Rapture In Venice, LLC

:: Freelance iOS Development & Team Augmentation

Apple Quality is Down the Shitter

In 2007, I got a job with EffectiveUI here in Denver as a Flex Developer.  I’ll never forget my first day there: I was sitting alone at my desk for almost the entire day with nothing to do because nobody there had thought to have a computer ready for me when I started…

(I actually spent my first few weeks with nothing to do, but that’s a whole different nightmare of a story.)

So, it’s the afternoon and the lady who was tasked with coordinating with the guy who was lazy about going to the Apple Store in the first place comes over and I think she has my laptop!  It’s going to be a Mac Book Pro and I’m both nervous and excited because I’d never used Mac up to that point.  First, she pulls out a skinny notepad from a sheath and is handing it to me and now I bet she’s going to grab my new lap–hang on…

That’s…my laptop?  What the hell?  That’s the laptop?  Holy hell it’s skinny…!

So began my love affair with Apple.  The beauty of the machine. The ease at which I picked up on OS X. (I lept in on Tiger.) Soon, the iPhone would come out and what gloriousness it was!  Then later the iPad.  For me, Apple was miles better than PC’s and had the hardware you just lust for!

I thought it was a marriage that would last.

Maybe not.

A Series of Unfortunate Events (2013-15)

The past few years have been a nightmare as an Apple user.  Quality has gone way downhill as Apple insists to get in a macho arms race for technologies nobody’s asking for and fewer people needed.

First, I had to replace my iPhone 5 not once but twice.  Each due to problems with the hardware buttons.  I mean, seriously, we’re talking about the buttons.  While Apple is building a fucking spaceship in California right now, they can’t make sure something as simple as a button can be stable?

Alright, chalk it up to bad luck.  Yet next, Mavericks comes out, and that’s when I learn that Finder has taken a nose dive.  Since its release, followed by Yosemite, Finder has consistently had problems simply copying files.  It can hang.  You have to know how to relaunch Finder.  Any time I need to replace one I cross my fingers.  Something so simple…yet my faith wavers.  To this day.

Then comes Continuity, the ability to move between your Mac and iPhone or iPad “seamlessly.” I was puzzled as to why Apple would invest so much time and effort into allowing someone to edit a Numbers file on their iPad and then magically continue it on their iMac.  I can’t see how simply hitting save and then opening on the iMac is that big a deal.  However, I’ll be the first to admit how useful I found it to send SMS messages from my desktop.  It kept me focused on my work while I communicated with friends and family (and Craigslist sellers from whom I was buying games, games, games!)

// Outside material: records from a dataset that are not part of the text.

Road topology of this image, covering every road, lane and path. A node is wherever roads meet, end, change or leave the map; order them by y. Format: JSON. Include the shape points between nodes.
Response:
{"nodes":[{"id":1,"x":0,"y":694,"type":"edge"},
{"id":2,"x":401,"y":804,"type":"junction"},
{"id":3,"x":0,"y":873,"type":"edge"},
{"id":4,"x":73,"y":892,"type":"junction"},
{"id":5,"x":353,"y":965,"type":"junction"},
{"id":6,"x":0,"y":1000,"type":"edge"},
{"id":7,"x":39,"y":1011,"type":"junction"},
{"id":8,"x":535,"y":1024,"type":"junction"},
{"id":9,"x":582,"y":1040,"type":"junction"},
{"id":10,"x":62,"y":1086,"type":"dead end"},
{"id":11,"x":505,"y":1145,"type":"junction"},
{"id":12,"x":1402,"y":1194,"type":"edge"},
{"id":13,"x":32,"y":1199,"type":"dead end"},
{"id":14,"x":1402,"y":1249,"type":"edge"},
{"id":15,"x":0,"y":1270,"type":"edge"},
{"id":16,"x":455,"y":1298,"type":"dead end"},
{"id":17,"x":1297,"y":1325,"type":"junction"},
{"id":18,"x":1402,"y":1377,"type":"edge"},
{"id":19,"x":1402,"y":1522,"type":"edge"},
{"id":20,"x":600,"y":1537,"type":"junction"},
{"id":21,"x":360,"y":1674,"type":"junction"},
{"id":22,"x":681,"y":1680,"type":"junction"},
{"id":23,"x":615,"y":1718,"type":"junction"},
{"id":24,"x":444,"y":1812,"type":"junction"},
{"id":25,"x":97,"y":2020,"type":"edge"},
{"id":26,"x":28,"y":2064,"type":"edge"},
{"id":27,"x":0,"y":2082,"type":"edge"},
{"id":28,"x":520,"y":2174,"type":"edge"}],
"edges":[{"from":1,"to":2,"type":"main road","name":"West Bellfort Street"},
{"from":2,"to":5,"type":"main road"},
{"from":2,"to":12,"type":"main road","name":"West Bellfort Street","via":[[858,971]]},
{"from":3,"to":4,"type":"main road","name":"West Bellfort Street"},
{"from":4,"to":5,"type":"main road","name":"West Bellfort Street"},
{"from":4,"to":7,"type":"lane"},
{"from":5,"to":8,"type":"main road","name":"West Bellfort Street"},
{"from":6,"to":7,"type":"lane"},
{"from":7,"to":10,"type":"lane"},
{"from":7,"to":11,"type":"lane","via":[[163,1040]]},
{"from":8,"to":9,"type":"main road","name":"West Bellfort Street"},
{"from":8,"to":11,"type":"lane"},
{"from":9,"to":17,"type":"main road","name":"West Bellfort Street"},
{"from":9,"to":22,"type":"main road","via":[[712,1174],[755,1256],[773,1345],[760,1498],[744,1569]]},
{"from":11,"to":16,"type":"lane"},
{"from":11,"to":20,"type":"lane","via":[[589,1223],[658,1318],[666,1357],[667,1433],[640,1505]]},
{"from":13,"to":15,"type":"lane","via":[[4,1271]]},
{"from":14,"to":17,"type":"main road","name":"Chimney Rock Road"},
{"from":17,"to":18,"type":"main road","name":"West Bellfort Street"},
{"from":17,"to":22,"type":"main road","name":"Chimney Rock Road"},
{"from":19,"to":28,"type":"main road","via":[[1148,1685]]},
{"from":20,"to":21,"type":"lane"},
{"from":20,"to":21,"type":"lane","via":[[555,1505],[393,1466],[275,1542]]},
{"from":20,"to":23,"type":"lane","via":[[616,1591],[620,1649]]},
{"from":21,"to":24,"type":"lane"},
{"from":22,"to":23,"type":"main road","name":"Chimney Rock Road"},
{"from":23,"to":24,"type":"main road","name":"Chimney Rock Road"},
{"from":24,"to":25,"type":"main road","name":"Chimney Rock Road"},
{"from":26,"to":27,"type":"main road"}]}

Yeah, sending SMS messages was great for the few months it worked.  It’s been a year since it stopped, though.  I’ve googled, re-configured devices, pretty much everything and can’t get my phone to talk to my desktop anymore.  Nor my laptop!  It’s ridiculous.  One tiny little feature in a whole set that I liked, and it no longer works. Fantastic.

Let’s talk about my saga with Time Capsule.  Tired of my sketchy Linksys and in need of a local backup solution to replace unreliable online services such as Carbonite (sucky client) and Backblaze (the backups said they were happening, but they weren’t), I plunked down $400 for a Time Capsule.

This wireless-router-and-backup-system-in-one would be freaking great if it actually worked. To be fair, the wifi part has been excellent.  Yes, I still have to reboot it from time to time because it’s 2015 and we still can’t have reliable wifi routers, yet it’s the backup system which has been a nightmare.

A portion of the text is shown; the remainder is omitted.